Which lines of the entries contain the string "Bauhinia"? Please find them and copy them.

□ □ □ □ □

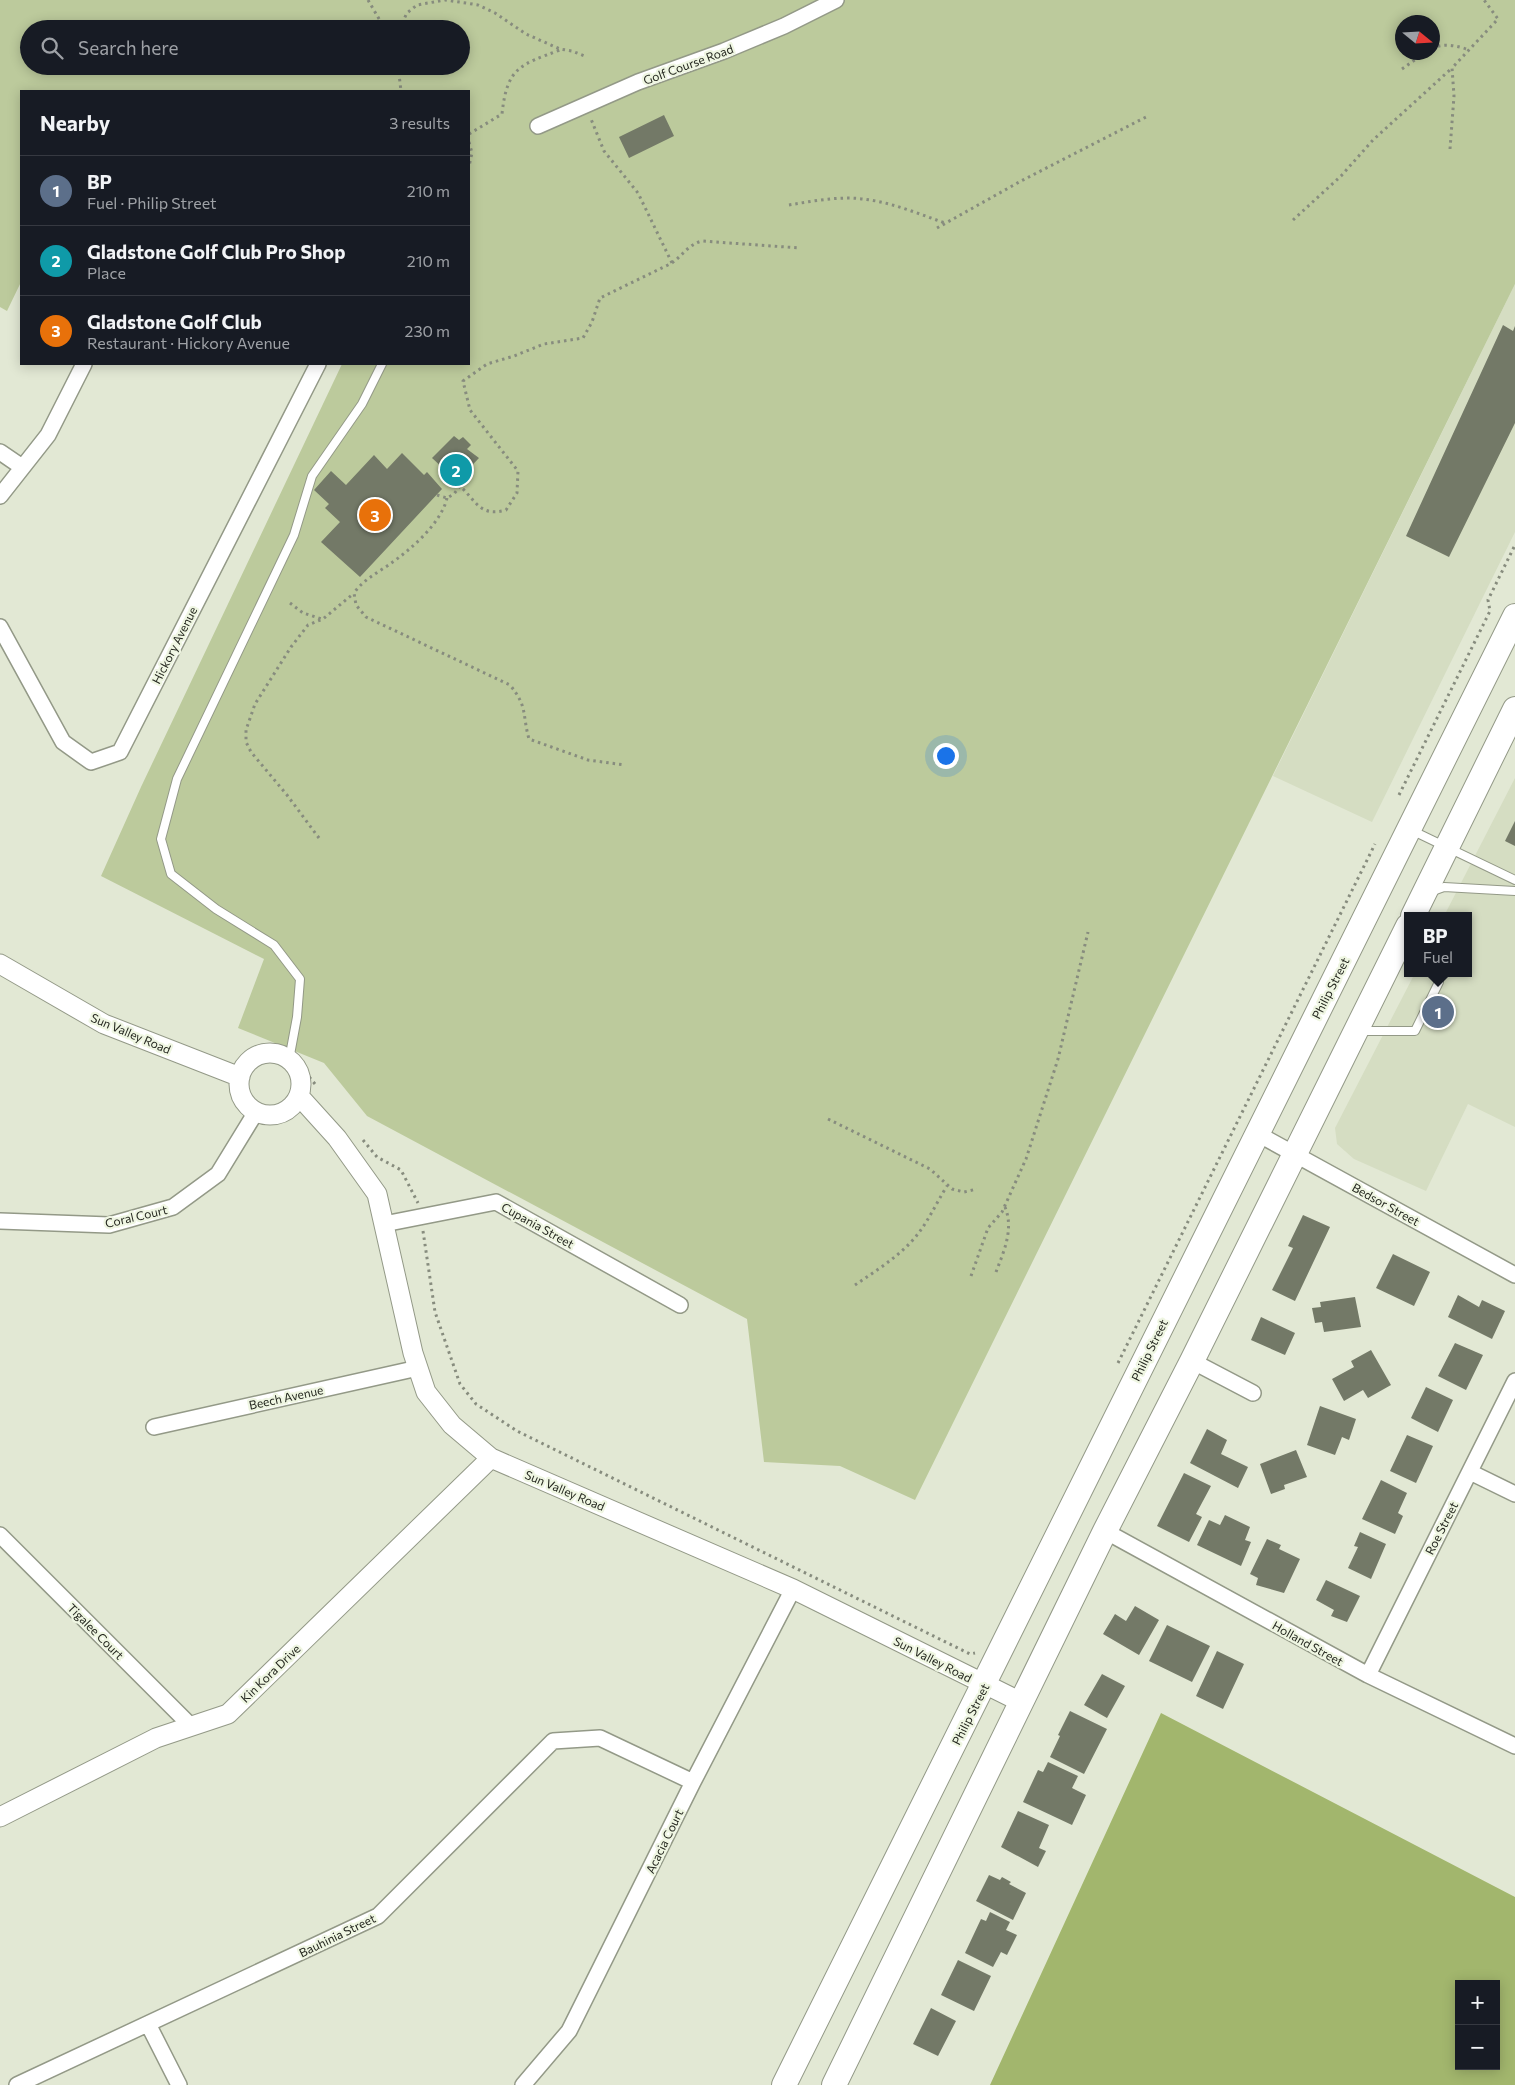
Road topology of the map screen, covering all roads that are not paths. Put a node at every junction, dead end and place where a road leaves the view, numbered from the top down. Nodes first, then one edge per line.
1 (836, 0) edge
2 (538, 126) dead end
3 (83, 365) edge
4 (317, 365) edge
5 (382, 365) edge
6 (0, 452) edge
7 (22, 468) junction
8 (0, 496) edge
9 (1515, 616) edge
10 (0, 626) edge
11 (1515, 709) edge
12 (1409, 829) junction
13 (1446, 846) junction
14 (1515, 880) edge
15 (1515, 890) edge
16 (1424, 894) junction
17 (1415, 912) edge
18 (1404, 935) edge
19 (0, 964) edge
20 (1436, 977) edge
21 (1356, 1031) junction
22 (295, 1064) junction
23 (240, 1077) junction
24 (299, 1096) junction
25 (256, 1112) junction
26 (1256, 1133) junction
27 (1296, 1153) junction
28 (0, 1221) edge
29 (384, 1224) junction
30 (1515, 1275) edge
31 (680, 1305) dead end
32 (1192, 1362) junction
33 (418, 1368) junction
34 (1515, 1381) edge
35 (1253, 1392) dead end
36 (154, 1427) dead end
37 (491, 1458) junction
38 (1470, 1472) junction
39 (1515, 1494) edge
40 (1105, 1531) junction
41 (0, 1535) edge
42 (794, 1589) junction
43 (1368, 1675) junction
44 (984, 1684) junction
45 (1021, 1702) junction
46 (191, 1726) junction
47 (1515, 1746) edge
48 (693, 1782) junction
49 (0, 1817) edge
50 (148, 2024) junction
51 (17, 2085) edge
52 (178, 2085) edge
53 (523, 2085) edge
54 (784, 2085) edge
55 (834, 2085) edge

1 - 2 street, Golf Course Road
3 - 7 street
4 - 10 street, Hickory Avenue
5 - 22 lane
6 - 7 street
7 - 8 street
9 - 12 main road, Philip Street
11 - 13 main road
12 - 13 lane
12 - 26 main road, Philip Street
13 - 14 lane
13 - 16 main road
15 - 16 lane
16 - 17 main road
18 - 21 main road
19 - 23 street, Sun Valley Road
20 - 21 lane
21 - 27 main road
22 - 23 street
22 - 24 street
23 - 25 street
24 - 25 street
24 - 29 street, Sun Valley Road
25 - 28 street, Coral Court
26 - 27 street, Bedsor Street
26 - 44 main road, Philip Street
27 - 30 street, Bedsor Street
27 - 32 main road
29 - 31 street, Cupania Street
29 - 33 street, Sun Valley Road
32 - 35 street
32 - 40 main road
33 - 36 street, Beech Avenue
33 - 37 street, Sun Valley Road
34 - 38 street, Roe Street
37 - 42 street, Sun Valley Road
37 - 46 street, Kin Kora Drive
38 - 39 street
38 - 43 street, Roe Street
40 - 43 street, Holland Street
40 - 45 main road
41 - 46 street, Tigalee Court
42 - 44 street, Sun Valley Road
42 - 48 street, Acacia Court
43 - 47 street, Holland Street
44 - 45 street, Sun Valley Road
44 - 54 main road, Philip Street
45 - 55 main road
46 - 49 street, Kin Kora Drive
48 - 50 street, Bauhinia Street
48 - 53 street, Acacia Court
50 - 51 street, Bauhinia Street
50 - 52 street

□ □ □ □ □

Exercise solution:
48 - 50 street, Bauhinia Street
50 - 51 street, Bauhinia Street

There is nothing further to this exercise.